I was in sorta a crabby mood this weekend. I don't know why, I really didn't have a good reason. Other than hormones. Damn hormones. I hate them. I exercised really well Friday & Saturday, but took yesterday off. Food was eh. I didn't overeat but didn't make the best choices either. It continued to be a maintaining sorta week (I hope not a gain!). We'll see tomorrow morning at my weigh-in.
paperclippy, I wish I didn't have to pay for a masters! That's one of the reasons I had set my sights on a PhD instead - I'm not in any kind of financial position to pay for a masters. Oh goody, another loan. More debt.
trnsfrmnreplace, I'm ahead of you. I know I should talk to BF about these things, and I did. I couldn't have hoped for a better response. I told him what was going on and how upset I've been, and he held my hand and listened and told me that he always wants me to tell him these things, he loves me, and he wants to stand by me. Yesterday was our anniversary. Have I mentioned how in love with this guy I am?
I also had a bout of the hormones this weekend, I hate when my bf is doing nothing, and I get my feelings hurt over the dumbest things... Looking back, I'm like how does he do it, he just manages me well when I act like a crazed woman. He is defn. a keeper!
I will start off with I did horrible this week food wise, but did walk around the state fair for 8 hours, so somehow I think that will balance all the corn dogs and candy apples out!
Have a great week everyone!
Last edited by spillthebeans; 10-24-2005 at 11:03 AM.
Happy Monday y'all. Had a horrible weekend food and exercise wise. Gonna go about it different now I think, with the exercise at least, more strenth training, less super long cardio sessions. My mom and fiance had a scale intervention with me. I am only allowed to weigh once a week now, which is going to be really hard for me (so hard that the scales are actually hidden from me). I have been kinda outta control with the weighing since the beginning. I thought it would freak me out not being able to weigh this morning (much less the dozens of other time I would be bound to do later), but it's kind of a relief. I am definitely in a discouraged and depressed place right now, but I think switching things up a little will help. I literally feel like it doesn't matter what I do, I will always be fat and uphappy with my body. But I know that will pass.

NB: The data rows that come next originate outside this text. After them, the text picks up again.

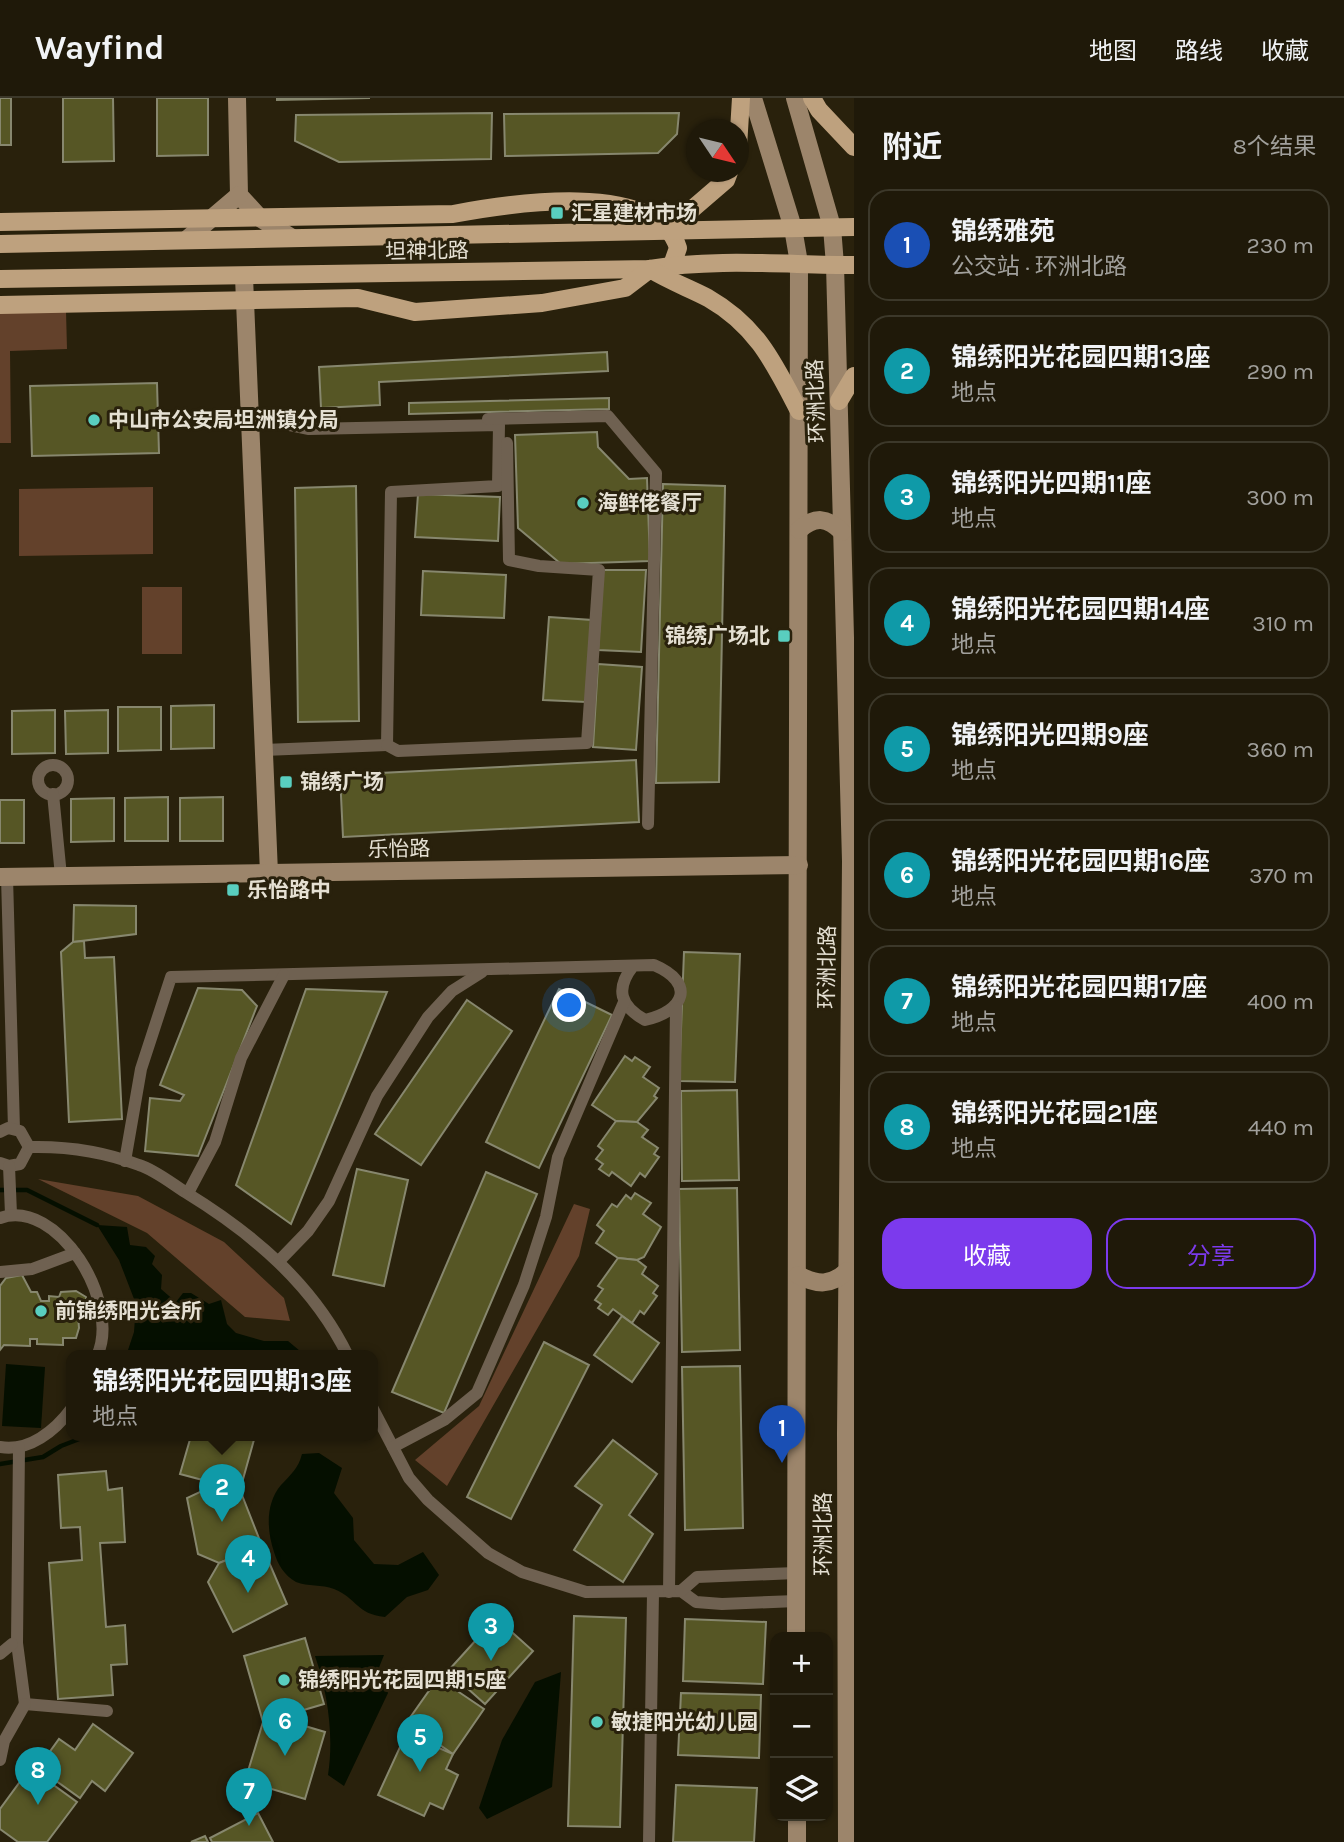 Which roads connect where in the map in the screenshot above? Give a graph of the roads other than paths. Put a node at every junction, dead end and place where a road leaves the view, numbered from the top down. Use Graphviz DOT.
graph roads {
  1 [pos="237,98"];
  2 [pos="741,98"];
  3 [pos="753,98"];
  4 [pos="795,98"];
  5 [pos="812,98"];
  6 [pos="740,119"];
  7 [pos="854,147"];
  8 [pos="724,182"];
  9 [pos="239,195"];
  10 [pos="260,218"];
  11 [pos="212,219"];
  12 [pos="0,222"];
  13 [pos="832,227"];
  14 [pos="854,227"];
  15 [pos="793,228"];
  16 [pos="671,231"];
  17 [pos="292,238"];
  18 [pos="186,240"];
  19 [pos="0,244"];
  20 [pos="799,263"];
  21 [pos="672,265"];
  22 [pos="835,265"];
  23 [pos="854,265"];
  24 [pos="650,269"];
  25 [pos="244,277"];
  26 [pos="0,279"];
  27 [pos="246,300"];
  28 [pos="0,305"];
  29 [pos="848,390"];
  30 [pos="799,411"];
  31 [pos="251,417"];
  32 [pos="611,420"];
  33 [pos="625,420"];
  34 [pos="503,425"];
  35 [pos="305,428"];
  36 [pos="799,530"];
  37 [pos="842,532"];
  38 [pos="849,580"];
  39 [pos="387,745"];
  40 [pos="264,750"];
  41 [pos="53,794"];
  42 [pos="648,824"];
  43 [pos="853,862"];
  44 [pos="799,865"];
  45 [pos="269,873"];
  46 [pos="61,876"];
  47 [pos="4,877"];
  48 [pos="633,966"];
  49 [pos="482,971"];
  50 [pos="284,975"];
  51 [pos="624,1002"];
  52 [pos="677,1007"];
  53 [pos="14,1129"];
  54 [pos="0,1132"];
  55 [pos="29,1147"];
  56 [pos="125,1161"];
  57 [pos="4,1165"];
  58 [pos="188,1193"];
  59 [pos="6,1216"];
  60 [pos="75,1253"];
  61 [pos="279,1261"];
  62 [pos="847,1271"];
  63 [pos="0,1272"];
  64 [pos="797,1275"];
  65 [pos="98,1350"];
  66 [pos="344,1350"];
  67 [pos="66,1416"];
  68 [pos="378,1417"];
  69 [pos="850,1434"];
  70 [pos="0,1447"];
  71 [pos="19,1447"];
  72 [pos="393,1447"];
  73 [pos="796,1573"];
  74 [pos="675,1592"];
  75 [pos="653,1593"];
  76 [pos="796,1601"];
  77 [pos="796,1632"];
  78 [pos="12,1644"];
  79 [pos="0,1654"];
  80 [pos="25,1704"];
  81 [pos="107,1711"];
  82 [pos="1,1752"];
  83 [pos="797,1821"];
  84 [pos="649,1842"];
  85 [pos="797,1842"];
  86 [pos="847,1842"];
  1 -- 9 [label="main road"];
  2 -- 6 [label="main road"];
  3 -- 15 [label="main road, 环洲北路"];
  4 -- 13 [label="main road, 环洲北路"];
  5 -- 7 [label="main road"];
  8 -- 16 [label="main road"];
  9 -- 10 [label="main road"];
  9 -- 11 [label="main road"];
  10 -- 11 [label="main road"];
  10 -- 16 [label="main road"];
  10 -- 17 [label="main road"];
  11 -- 12 [label="main road"];
  11 -- 18 [label="main road"];
  13 -- 14 [label="main road, 坦神北路"];
  13 -- 15 [label="main road, 坦神北路"];
  13 -- 22 [label="main road, 环洲北路"];
  15 -- 16 [label="main road, 坦神北路"];
  15 -- 20 [label="main road, 环洲北路"];
  16 -- 17 [label="main road, 坦神北路"];
  16 -- 21 [label="main road"];
  17 -- 18 [label="main road, 坦神北路"];
  18 -- 19 [label="main road, 坦神北路"];
  20 -- 21 [label="main road, 坦神北路"];
  20 -- 22 [label="main road, 坦神北路"];
  20 -- 30 [label="main road, 环洲北路"];
  21 -- 24 [label="main road, 坦神北路"];
  22 -- 23 [label="main road, 坦神北路"];
  22 -- 29 [label="main road, 环洲北路"];
  24 -- 25 [label="main road, 坦神北路"];
  24 -- 27 [label="main road"];
  24 -- 30 [label="main road"];
  25 -- 26 [label="main road, 坦神北路"];
  25 -- 27 [label="main road"];
  27 -- 28 [label="main road"];
  27 -- 31 [label="main road"];
  29 -- 37 [label="main road, 环洲北路"];
  30 -- 36 [label="main road, 环洲北路"];
  31 -- 35 [label="street"];
  31 -- 40 [label="main road"];
  32 -- 33 [label="street"];
  32 -- 34 [label="street"];
  32 -- 35 [label="street"];
  32 -- 42 [label="street"];
  34 -- 35 [label="street"];
  34 -- 39 [label="street"];
  34 -- 39 [label="street"];
  36 -- 37 [label="main road"];
  36 -- 44 [label="main road, 环洲北路"];
  37 -- 38 [label="main road, 环洲北路"];
  38 -- 43 [label="main road, 环洲北路"];
  39 -- 40 [label="street"];
  40 -- 45 [label="main road"];
  41 -- 46 [label="street"];
  43 -- 62 [label="main road, 环洲北路"];
  44 -- 45 [label="main road, 乐怡路"];
  44 -- 64 [label="main road, 环洲北路"];
  45 -- 46 [label="main road, 乐怡路"];
  46 -- 47 [label="main road, 乐怡路"];
  47 -- 53 [label="street"];
  48 -- 49 [label="street"];
  48 -- 51 [label="street"];
  48 -- 52 [label="street"];
  49 -- 50 [label="street"];
  49 -- 61 [label="street"];
  50 -- 56 [label="street"];
  50 -- 58 [label="street"];
  51 -- 52 [label="street"];
  51 -- 72 [label="street"];
  52 -- 74 [label="street"];
  53 -- 54 [label="street"];
  53 -- 55 [label="street"];
  55 -- 56 [label="street"];
  55 -- 57 [label="street"];
  56 -- 58 [label="street"];
  57 -- 59 [label="street"];
  58 -- 61 [label="street"];
  59 -- 60 [label="street"];
  60 -- 63 [label="street"];
  60 -- 65 [label="street"];
  61 -- 66 [label="street"];
  62 -- 64 [label="main road"];
  62 -- 69 [label="main road, 环洲北路"];
  64 -- 73 [label="main road, 环洲北路"];
  67 -- 71 [label="street"];
  68 -- 72 [label="street"];
  69 -- 86 [label="main road, 环洲北路"];
  70 -- 71 [label="street"];
  71 -- 80 [label="street"];
  72 -- 75 [label="street"];
  73 -- 74 [label="street"];
  73 -- 76 [label="main road, 环洲北路"];
  74 -- 75 [label="street"];
  74 -- 76 [label="street"];
  75 -- 84 [label="street"];
  76 -- 77 [label="main road, 环洲北路"];
  78 -- 79 [label="street"];
  80 -- 81 [label="street"];
  80 -- 82 [label="street"];
  83 -- 85 [label="main road"];
}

ANYWAY! I hope that everyone is having a wonderful day!
trnsfrmnreplace, I'm ahead of you. I know I should talk to BF about these things, and I did. I couldn't have hoped for a better response. I told him what was going on and how upset I've been, and he held my hand and listened and told me that he always wants me to tell him these things, he loves me, and he wants to stand by me. Yesterday was our anniversary. Have I mentioned how in love with this guy I am?
How is everyone else this morning?
See... if he loves you he will listen and support. Congrats on your anniversary! I just had mine pass last month.
Stephanie - I have the same problem, i weigh myself way too much and it just makes it look like i'm gaining and loosing and gaining again. Water weight is to blame. Sometimes i feel really good about my body and so i step on the scale and BAM i gained weight, then i feel bad. Theres no reason for that. Limit it to once a week and you will see results and you will be happier overall with yourself. Work hard and think about your scale as a surprise gift at the end of the week and see how much you really lost.
I did really good this weekend, i actually got my workouts in on friday and saturday. That's a first!
My morning is rather slow at the moment, i couldn't get up for the life of me - once again. I have yet to exercise today. I'm thinking about doing an hour of cardio, 30 min stretches, and arm workouts. Then later tonight head to the gym and do some miles and strength training. Hope it works out.
My birthday is on the 30th of this month and i want to look good! Plus it's the first time i'm actually close to reaching my goal!
Last edited by trnsfrmnreplace; 10-24-2005 at 03:43 PM.
Yurgh, Mondays! It is one of those weeks where I will be running around like crazy. Already I keep thinking today is Tuesday, which is going to make the week seem extra long. Like there is another day in there somewhere.
Oh well, after the way I ate this weekend I could use an extra day before another one rolls around.
I didnt get to exercise today like I normally do on Mondays.. had too much school things to do! =P. Deff. wakin up earlier tomorrow to go before classes... also ended up eatin over a friend's house.. but over all I dont think I did that badly eating wise today...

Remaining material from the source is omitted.